◆ **EXERCISE DESCRIPTION**
Find how many lines in the data below include the word "space", then write only that number.

◆ **RECORDS FOR PROCESSING**
★ ★ ★ ★ ★ ★ ★

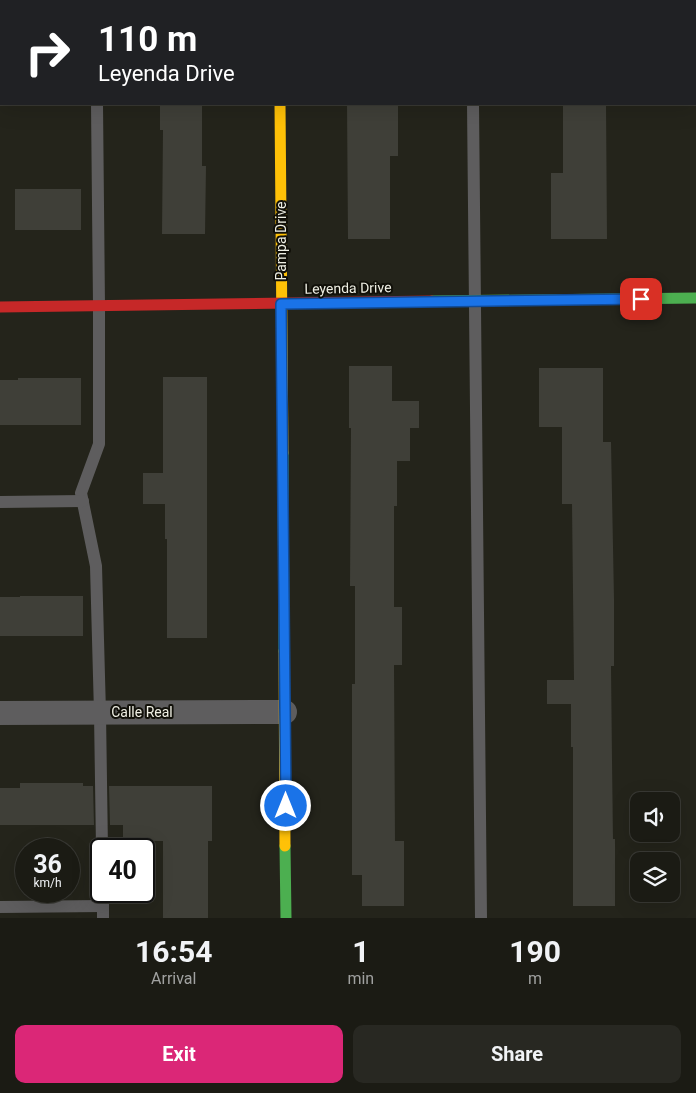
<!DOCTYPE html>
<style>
:root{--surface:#1b1b14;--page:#282822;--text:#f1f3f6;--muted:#a0a1a0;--line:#393934;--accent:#db2777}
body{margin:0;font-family:Roboto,sans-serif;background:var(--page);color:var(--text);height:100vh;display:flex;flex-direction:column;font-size:19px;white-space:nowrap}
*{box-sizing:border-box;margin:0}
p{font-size:16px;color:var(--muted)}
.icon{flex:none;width:28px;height:28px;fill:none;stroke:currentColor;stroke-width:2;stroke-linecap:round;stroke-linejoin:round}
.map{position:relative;height:918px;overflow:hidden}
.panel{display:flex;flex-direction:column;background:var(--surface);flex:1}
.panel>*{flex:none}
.hud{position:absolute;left:0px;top:0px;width:696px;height:105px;box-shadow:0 5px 20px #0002,0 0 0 1px var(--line);background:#202124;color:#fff;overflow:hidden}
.fabs{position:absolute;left:630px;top:792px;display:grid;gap:10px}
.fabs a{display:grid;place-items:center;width:50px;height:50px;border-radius:10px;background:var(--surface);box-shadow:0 5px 20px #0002,0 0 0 1px var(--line);font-size:25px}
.speed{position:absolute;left:15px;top:838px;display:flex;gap:10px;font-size:25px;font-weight:700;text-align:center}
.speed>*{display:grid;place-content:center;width:65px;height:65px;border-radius:50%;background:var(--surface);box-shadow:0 5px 20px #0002,0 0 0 1px var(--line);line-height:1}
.speed small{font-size:12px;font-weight:400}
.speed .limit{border:2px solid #111;border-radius:8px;background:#fff;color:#111}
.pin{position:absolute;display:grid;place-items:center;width:42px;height:42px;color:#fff;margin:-21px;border-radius:10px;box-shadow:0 2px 8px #0006}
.me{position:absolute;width:55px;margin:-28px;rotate:0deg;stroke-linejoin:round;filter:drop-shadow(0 0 4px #0008)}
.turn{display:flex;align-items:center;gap:18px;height:105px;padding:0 15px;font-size:22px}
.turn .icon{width:65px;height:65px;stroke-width:2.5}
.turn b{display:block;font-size:35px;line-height:42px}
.eta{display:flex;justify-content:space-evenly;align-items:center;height:85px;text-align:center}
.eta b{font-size:30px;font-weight:700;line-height:35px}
.action{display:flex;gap:10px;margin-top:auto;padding:10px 15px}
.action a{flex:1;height:58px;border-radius:10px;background:var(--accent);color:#fff;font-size:20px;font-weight:700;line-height:58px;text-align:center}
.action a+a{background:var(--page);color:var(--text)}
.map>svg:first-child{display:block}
.building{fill:#3f3f38}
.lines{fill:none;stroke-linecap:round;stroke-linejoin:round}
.lane{stroke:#5e5d5e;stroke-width:12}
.street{stroke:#5e5d5e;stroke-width:24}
.fast{stroke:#4caf50;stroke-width:11}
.slow{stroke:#ffc107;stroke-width:11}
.jam{stroke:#c62828;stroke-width:11}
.route-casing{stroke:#114b97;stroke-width:12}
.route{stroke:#1a73e8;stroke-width:9}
.labels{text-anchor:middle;stroke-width:4;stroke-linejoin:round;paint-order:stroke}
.street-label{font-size:14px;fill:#efefe4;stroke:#111009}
</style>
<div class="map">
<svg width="696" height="918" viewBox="0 0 696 918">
<rect width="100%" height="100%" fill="#24241b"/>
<!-- building -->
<g class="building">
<path d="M160,104H202V166H206L205,234H162L163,130H160Z"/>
<path d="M347,104H398V156H390V239H348Z"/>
<path d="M563,104H606L607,239H551V173H563Z"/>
<rect x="15" y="189" width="66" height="41"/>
<path d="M349,366H392V401H419V428H410V461H397V506H394V607H402V665H394L395,841H404V906H362V875H352V684H355V586H350L351,428H349Z"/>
<path d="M539,368H603V442H611L614,599V666H611L612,760L613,839H615V906H573V747H571V704H547V680H574L572,504H562V427H539Z"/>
<path d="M163,377H207V638H167V539H165V504H143V473H163Z"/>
<path d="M18,378H81V425H0V380H18Z"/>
<path d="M20,596H83V636H0V597H20Z"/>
<path d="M20,783H83V786H93L94,825H0V788H20Z"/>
<path d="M109,786H212V841H208V918H163V841H123V825H110Z"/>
</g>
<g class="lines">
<!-- lane -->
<g class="lane">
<path d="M95,0V1"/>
<path d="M472,0V1"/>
<path d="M0,95H1"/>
<path d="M97,104L99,306V444L81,493L96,566L100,713L102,849"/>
<path d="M473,104L481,918"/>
<path d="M0,502L83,501"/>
<path d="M103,891V918"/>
<path d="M0,907L103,906"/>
</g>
<!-- street -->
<g class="street">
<path d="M280,0V1"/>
<path d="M0,713L285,712"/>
</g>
<!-- fast -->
<g class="fast">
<path d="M432,301L696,298"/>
<path d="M283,453L284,651"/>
<path d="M285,846L286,918"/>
</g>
<!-- slow -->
<g class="slow">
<path d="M280,104L283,453"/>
<path d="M284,651L285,846"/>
</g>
<!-- jam -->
<path class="jam" d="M0,307L432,301"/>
</g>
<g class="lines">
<defs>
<path id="route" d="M286,806L281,304L641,299"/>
</defs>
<!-- route casing -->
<use href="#route" class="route-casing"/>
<!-- route -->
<use href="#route" class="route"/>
</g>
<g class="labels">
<!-- street labels -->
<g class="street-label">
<text transform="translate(281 241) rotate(-90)" y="5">Pampa Drive</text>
<text transform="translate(348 288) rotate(-1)" y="5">Leyenda Drive</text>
<text x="142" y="717">Calle Real</text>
</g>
</g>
</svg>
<div class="fabs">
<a><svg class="icon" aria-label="sound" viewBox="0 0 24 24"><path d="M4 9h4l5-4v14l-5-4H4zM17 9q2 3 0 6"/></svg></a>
<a><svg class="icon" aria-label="layers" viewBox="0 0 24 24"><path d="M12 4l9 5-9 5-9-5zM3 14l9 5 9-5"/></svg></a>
</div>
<div class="speed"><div>36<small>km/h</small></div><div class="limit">40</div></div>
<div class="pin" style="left:641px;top:299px;background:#d93025"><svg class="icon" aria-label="arrive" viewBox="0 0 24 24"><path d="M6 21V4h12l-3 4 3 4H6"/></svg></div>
<svg class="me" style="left:286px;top:806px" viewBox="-20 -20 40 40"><circle r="17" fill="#1a73e8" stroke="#fff" stroke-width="3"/><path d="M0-11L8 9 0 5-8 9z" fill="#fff"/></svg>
<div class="hud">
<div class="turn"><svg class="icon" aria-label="right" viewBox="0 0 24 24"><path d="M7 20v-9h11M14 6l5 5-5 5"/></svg><div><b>110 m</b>Leyenda Drive</div></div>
</div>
</div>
<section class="panel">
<div class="eta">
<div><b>16:54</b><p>Arrival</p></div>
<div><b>1</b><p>min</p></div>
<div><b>190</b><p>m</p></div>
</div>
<div class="action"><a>Exit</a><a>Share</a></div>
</section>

★ ★ ★ ★ ★ ★ ★

◆ **TASK ANSWER**
2